Another recent case reported in the Northern Echo gives further indication of the journeys and risks people undertake. The four convicted of cannabis farming came to the UK willingly on the back of a lorry, seemingly knowing that it was illegal (or at least clandestine) for them to do so. On being unable to find work to support themselves in the UK, they became involved in growing cannabis, their vulnerability, due to their precarious immigration status, having been identified. They are likely to be at considerable risk on their deportation to Albania at the end of their sentence and may be trafficked back into the UK on their return.
The UK relies on illegal immigration
The UK is a destination country for illegal immigrants. It has, along with Germany, the highest (estimated) rate of undocumented immigrants in Europe and has more than double the next highest, Italy. Priti Patel was outraged when Emmanuel Macron said that people were crossing the Channel as the UK relied on low paid illegal labour. I have also written previously about how the immigrant and undocumented labour is exploited and necessary for profit in the care sector and other low paid occupations such as clothing and meat processing.
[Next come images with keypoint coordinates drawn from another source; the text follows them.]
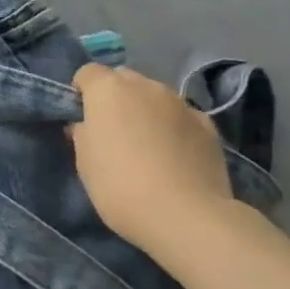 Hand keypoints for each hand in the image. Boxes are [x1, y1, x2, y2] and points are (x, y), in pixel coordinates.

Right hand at [70, 64, 233, 253]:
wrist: (185, 215)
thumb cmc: (120, 186)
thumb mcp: (84, 163)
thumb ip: (82, 134)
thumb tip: (86, 125)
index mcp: (108, 90)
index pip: (88, 73)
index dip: (82, 92)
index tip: (82, 117)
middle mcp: (145, 86)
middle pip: (124, 79)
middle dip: (116, 97)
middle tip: (114, 130)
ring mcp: (180, 103)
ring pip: (155, 96)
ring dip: (146, 110)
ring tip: (148, 145)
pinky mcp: (207, 124)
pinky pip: (181, 116)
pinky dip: (174, 127)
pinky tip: (175, 155) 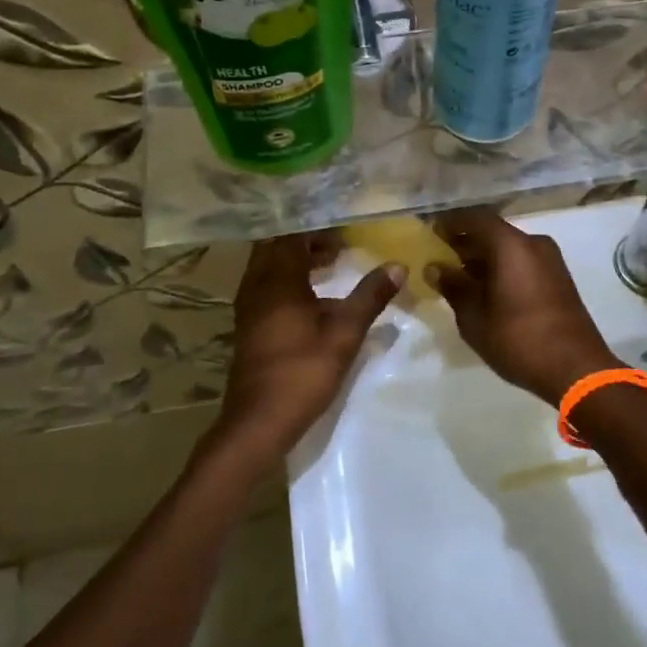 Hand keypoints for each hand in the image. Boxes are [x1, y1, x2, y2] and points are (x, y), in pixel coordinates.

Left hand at [213, 233, 403, 461]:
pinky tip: (312, 297)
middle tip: (339, 241)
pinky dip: (288, 279)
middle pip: (278, 247)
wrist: (258, 421)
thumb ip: (370, 296)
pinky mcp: (248, 325)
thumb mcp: (345, 333)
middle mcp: (257, 285)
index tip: (344, 225)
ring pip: (269, 267)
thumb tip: (398, 265)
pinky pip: (266, 286)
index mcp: (278, 280)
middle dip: (306, 240)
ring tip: (331, 262)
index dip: (317, 227)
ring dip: (296, 259)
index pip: (293, 236)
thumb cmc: (303, 372)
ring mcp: (248, 306)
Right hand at [427, 208, 619, 406]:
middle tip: (440, 257)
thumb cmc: (518, 338)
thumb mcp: (474, 317)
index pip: (475, 218)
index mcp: (511, 245)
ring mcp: (550, 261)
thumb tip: (436, 268)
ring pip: (509, 248)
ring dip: (484, 257)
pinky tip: (486, 291)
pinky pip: (523, 262)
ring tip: (459, 277)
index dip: (451, 222)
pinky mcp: (558, 279)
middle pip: (493, 232)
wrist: (577, 369)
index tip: (431, 232)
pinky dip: (502, 268)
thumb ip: (453, 286)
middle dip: (466, 242)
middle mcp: (533, 244) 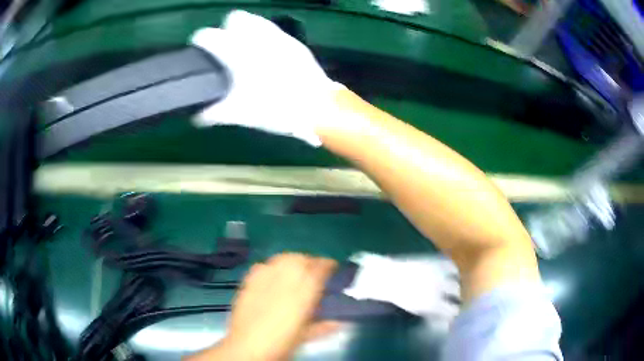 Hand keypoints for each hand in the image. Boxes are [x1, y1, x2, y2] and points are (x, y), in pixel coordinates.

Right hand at [191, 11, 343, 145]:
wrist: (318, 107)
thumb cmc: (277, 109)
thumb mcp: (242, 114)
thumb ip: (216, 112)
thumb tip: (197, 116)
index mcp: (239, 52)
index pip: (210, 35)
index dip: (201, 39)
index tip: (199, 47)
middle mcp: (258, 37)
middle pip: (235, 18)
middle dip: (227, 29)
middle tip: (226, 49)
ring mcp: (278, 36)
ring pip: (255, 20)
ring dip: (246, 29)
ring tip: (245, 49)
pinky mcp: (293, 41)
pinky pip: (272, 29)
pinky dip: (263, 35)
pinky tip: (265, 53)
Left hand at [201, 253, 338, 359]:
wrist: (247, 347)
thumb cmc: (282, 343)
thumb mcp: (306, 335)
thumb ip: (325, 325)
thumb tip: (340, 322)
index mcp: (304, 293)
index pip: (320, 268)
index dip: (328, 264)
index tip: (333, 267)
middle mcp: (285, 280)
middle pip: (300, 258)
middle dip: (310, 261)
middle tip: (314, 271)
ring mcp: (264, 278)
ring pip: (282, 258)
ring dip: (293, 261)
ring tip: (295, 270)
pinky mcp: (249, 280)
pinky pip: (264, 265)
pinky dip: (273, 266)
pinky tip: (273, 275) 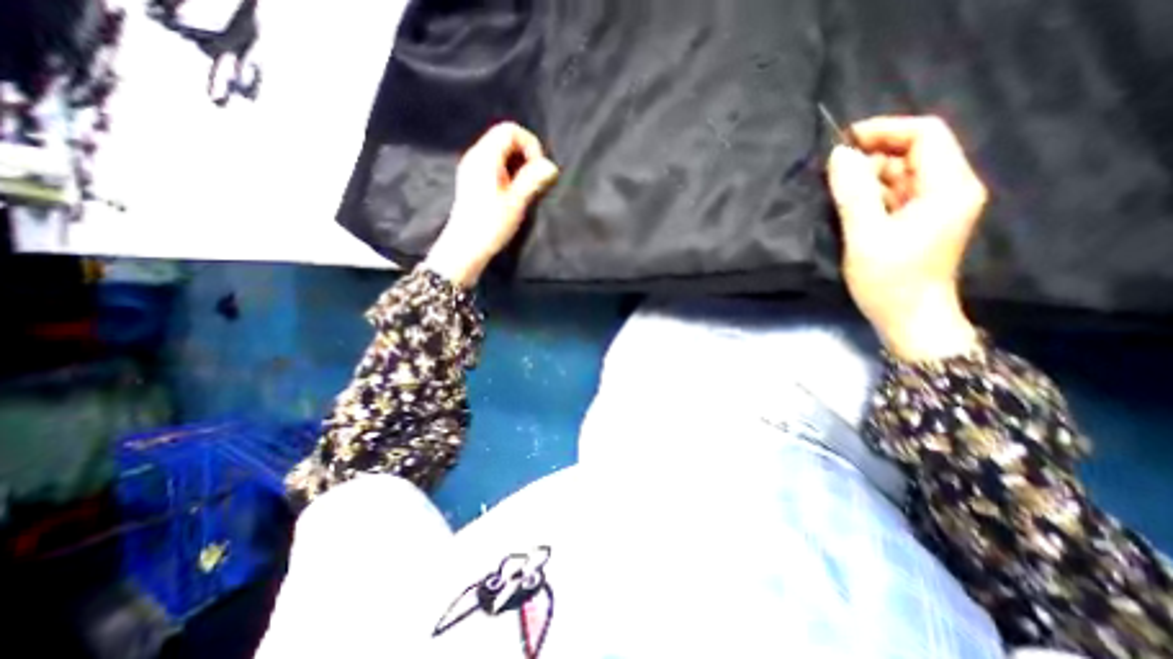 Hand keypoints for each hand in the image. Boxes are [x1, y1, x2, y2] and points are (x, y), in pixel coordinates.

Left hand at [425, 120, 560, 284]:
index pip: (510, 130)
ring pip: (500, 151)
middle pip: (504, 138)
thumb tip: (551, 166)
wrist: (465, 246)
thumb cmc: (490, 224)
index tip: (538, 168)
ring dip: (518, 164)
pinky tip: (513, 192)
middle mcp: (476, 156)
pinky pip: (494, 164)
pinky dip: (509, 171)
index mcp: (485, 157)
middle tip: (534, 179)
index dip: (530, 144)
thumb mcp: (516, 202)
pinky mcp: (473, 180)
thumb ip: (533, 180)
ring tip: (525, 187)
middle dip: (525, 154)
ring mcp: (472, 167)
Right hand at [829, 113, 982, 359]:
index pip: (925, 135)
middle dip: (871, 158)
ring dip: (866, 179)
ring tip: (835, 194)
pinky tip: (848, 209)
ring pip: (899, 175)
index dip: (885, 130)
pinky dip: (870, 196)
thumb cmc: (889, 281)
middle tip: (832, 175)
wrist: (909, 319)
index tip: (844, 142)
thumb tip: (839, 155)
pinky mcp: (918, 221)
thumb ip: (852, 193)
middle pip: (911, 154)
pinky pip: (894, 196)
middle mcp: (948, 189)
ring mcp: (934, 206)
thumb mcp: (865, 235)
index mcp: (947, 187) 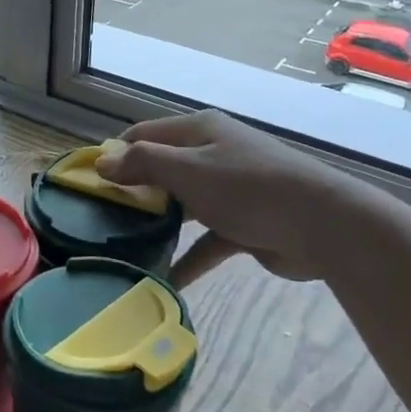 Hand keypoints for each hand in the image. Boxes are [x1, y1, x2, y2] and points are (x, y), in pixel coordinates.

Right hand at [97, 110, 362, 280]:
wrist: (322, 224)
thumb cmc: (248, 187)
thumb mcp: (188, 170)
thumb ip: (143, 164)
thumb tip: (102, 161)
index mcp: (199, 131)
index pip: (143, 135)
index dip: (115, 154)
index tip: (88, 183)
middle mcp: (212, 154)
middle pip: (162, 170)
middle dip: (133, 193)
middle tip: (100, 220)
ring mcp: (229, 191)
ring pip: (182, 206)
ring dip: (158, 226)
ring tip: (125, 248)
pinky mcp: (243, 225)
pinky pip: (205, 241)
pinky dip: (187, 258)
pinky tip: (165, 280) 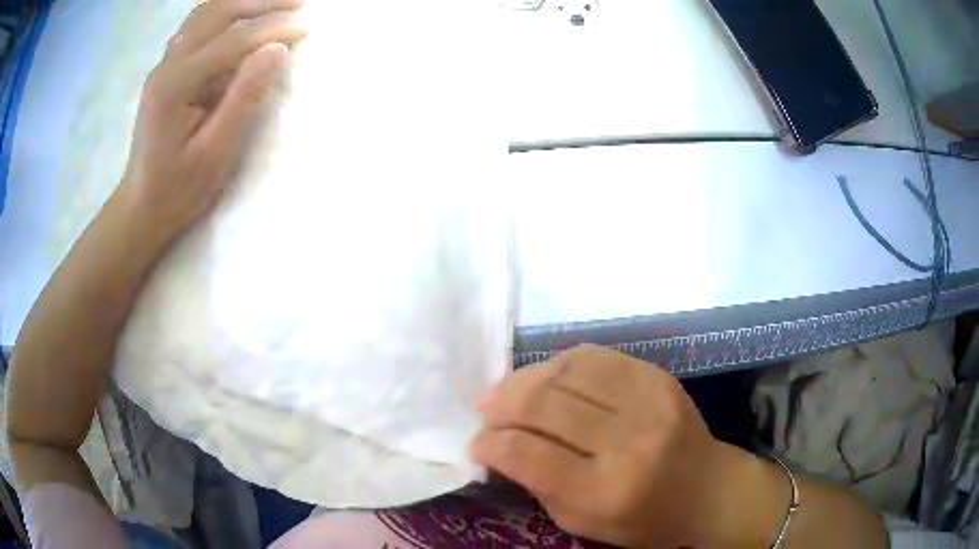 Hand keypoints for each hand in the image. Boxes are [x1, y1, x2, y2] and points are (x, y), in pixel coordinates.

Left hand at [123, 0, 307, 237]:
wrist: (141, 206)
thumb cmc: (178, 189)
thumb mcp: (215, 151)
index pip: (230, 42)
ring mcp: (164, 66)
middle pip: (215, 12)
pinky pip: (198, 29)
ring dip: (242, 4)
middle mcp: (166, 66)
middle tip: (297, 4)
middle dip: (259, 2)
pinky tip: (242, 24)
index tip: (306, 29)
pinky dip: (225, 18)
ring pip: (205, 15)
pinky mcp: (167, 71)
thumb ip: (244, 97)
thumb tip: (277, 51)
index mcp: (175, 86)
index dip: (271, 31)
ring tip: (275, 7)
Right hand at [471, 344, 769, 546]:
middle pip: (542, 403)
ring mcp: (647, 402)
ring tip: (508, 392)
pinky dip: (560, 363)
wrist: (707, 490)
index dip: (489, 443)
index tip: (477, 443)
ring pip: (565, 369)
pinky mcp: (658, 377)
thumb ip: (537, 484)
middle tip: (485, 412)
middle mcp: (626, 441)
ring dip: (524, 378)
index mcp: (604, 490)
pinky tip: (547, 377)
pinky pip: (595, 355)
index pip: (526, 453)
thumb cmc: (642, 520)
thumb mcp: (581, 522)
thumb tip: (498, 445)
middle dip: (500, 405)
In 2019 the government rejected every recommendation of the House of Commons Select Committee Report on modern slavery in the clothing industry. In December 2021 the interim Director of Labour Market Enforcement, Mathew Taylor, warned that, following Brexit: “squeezed margins resulting from a harder economic climate and additional costs may incentivise them to drive down pay, weaken worker rights and avoid complying with regulations, thereby increasing the risk of exploitation to workers. At the extreme employers may turn to more vulnerable workforce groups who will accept lower pay and conditions (including migrants without the right to work in the UK)”. He has been proved right.
The UK asylum system, of itself, encourages illegal working and exploitation. Asylum seekers are unable to work and must rely on £6 per day to meet all their needs after accommodation. Those who do not work illegally have to rely on charity to survive. Opportunities to work are everywhere. Many employers do not know the ‘right to work’ checks required of them or will willingly employ someone day by day when they cannot get staff any other way. Home Office accommodation is a magnet for traffickers or employment ‘agents’ and most work is obtained through kin or national networks. The wait for an asylum decision is now so long, years in most cases, that many give up waiting and merge into the informal economy.
Government policy will increase labour exploitation and Albanian Channel crossings
Cuts (or failure to raise) welfare benefits or support for refugees will increase illegal working in the UK. The cost of energy and borrowing for businesses coupled with a tighter labour market and smaller profit margins will drive many employers to cut corners on staffing costs leading to more exploitation. Kwasi Kwarteng’s proposal to deregulate certain sectors, especially childcare, will increase the likelihood of below minimum wage renumeration, and reducing the oversight by HMRC (which polices minimum wage violations) will encourage further wage cutting and the employment of unskilled exploitable staff.
Much of the increase in Channel crossing is market driven and the UK is an attractive market for exploited labour. The problems of irregular migration and Channel crossings will not be solved by stronger policing of the country’s borders, punishing those who make the crossing with forcible removal to Rwanda or longer and harsher sentences. While the government continues to support the incentives for employers to exploit migrants and refugees, the flow of people who can be exploited will continue.